> [Action item]: Look through the entries for the string "Left", and copy each line that holds it.

[Landmark coordinate records]
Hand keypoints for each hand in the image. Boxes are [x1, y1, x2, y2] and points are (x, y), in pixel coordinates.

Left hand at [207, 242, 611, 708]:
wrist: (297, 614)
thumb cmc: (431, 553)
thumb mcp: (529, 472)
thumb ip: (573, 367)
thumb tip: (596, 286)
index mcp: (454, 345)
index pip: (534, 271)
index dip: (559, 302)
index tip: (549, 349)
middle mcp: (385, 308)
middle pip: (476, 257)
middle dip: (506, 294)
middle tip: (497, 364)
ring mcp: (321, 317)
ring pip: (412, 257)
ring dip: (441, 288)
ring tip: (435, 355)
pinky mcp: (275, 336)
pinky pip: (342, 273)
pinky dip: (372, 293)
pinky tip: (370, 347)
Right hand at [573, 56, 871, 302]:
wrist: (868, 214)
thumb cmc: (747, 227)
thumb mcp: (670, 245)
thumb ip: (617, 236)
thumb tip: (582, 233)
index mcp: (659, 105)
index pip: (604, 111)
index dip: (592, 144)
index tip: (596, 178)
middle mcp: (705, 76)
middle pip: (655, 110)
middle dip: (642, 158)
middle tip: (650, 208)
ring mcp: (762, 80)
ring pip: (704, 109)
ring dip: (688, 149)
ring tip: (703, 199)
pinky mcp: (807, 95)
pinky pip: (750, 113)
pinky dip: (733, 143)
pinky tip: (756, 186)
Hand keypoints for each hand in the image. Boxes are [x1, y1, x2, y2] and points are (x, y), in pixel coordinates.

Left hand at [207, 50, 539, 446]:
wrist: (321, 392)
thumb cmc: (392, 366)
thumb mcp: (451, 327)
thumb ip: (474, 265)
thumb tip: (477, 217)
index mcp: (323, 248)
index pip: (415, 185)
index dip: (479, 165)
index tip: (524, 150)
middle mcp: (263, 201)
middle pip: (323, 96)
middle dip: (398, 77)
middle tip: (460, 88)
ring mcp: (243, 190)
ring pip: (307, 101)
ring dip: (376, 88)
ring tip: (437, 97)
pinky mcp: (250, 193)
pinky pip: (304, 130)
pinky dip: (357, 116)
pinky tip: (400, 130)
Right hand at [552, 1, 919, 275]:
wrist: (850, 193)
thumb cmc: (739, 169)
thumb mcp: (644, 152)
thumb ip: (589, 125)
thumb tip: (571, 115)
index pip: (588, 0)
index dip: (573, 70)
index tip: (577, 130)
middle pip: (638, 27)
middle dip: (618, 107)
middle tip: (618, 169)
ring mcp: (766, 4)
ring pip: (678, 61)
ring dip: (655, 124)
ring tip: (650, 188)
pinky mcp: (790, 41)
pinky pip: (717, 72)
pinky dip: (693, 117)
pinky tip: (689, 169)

...

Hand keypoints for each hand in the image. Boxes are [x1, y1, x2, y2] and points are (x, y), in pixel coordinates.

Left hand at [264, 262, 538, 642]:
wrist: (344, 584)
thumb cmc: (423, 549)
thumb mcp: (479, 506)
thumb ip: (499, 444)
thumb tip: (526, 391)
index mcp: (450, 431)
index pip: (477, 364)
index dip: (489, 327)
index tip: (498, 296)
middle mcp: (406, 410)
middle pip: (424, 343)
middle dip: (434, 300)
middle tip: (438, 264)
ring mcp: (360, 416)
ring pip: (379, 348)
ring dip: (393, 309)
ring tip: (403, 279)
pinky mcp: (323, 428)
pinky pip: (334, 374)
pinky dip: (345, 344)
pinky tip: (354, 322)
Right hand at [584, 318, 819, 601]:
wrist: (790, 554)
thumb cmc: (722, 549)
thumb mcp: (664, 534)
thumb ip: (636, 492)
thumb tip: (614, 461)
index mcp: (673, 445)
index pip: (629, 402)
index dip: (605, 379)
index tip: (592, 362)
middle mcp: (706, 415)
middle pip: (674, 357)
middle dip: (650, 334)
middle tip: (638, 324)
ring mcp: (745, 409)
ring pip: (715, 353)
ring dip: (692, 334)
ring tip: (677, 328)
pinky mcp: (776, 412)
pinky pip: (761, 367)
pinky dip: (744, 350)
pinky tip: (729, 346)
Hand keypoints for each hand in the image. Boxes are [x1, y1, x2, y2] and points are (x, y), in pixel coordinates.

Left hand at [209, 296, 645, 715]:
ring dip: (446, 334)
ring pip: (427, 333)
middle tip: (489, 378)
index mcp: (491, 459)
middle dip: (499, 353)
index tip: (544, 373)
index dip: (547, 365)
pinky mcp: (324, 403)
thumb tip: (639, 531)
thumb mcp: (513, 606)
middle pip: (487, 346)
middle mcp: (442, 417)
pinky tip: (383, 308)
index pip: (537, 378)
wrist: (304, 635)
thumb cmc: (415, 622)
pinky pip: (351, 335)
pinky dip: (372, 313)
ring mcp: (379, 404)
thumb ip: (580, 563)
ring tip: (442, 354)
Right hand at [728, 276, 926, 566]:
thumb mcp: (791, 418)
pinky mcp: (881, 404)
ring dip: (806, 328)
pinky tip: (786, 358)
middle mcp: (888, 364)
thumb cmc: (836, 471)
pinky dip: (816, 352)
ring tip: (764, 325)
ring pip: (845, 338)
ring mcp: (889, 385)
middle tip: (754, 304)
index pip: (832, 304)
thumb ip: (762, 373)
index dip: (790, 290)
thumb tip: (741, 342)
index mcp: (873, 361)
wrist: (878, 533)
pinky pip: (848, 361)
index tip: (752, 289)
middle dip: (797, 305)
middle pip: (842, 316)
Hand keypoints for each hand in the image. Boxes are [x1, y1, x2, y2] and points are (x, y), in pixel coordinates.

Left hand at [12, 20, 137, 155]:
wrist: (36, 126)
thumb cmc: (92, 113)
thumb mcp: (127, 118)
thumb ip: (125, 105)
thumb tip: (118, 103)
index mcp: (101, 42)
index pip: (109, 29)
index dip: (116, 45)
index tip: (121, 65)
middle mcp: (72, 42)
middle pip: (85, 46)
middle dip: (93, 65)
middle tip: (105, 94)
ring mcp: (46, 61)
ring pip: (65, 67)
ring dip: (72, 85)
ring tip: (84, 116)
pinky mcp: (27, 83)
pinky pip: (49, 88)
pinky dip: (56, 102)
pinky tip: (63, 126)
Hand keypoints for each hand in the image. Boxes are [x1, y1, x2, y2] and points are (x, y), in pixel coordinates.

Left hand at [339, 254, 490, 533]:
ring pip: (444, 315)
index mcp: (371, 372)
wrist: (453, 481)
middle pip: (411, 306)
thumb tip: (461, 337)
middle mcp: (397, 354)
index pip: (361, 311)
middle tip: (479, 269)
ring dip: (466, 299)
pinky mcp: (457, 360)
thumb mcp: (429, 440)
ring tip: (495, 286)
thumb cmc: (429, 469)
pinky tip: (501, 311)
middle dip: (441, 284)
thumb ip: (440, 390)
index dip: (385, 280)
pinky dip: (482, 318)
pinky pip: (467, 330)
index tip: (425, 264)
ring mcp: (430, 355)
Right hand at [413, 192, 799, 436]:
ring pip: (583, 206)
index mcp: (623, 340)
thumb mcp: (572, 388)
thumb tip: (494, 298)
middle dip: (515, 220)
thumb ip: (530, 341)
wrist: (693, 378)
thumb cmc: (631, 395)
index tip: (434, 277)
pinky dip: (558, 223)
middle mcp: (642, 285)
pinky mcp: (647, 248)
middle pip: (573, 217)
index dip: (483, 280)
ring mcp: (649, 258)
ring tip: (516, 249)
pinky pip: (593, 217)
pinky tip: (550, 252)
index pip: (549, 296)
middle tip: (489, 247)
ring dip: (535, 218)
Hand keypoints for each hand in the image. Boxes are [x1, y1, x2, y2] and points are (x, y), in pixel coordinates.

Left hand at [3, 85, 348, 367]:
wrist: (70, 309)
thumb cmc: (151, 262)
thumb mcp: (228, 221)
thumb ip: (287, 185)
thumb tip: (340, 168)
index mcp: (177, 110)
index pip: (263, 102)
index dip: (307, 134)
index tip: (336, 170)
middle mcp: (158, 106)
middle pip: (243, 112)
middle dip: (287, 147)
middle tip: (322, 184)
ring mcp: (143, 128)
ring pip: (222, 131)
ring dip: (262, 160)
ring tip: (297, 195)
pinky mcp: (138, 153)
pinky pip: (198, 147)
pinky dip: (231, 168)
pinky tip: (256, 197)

> [Output for this exercise]:
Left hand at [207, 242, 611, 708]:
Left hand at [207, 50, 539, 446]:
Left hand at [264, 262, 538, 642]:
Left hand at [209, 296, 645, 715]:
Left hand at [12, 20, 137, 155]:
Left hand at [339, 254, 490, 533]:
Left hand at [3, 85, 348, 367]:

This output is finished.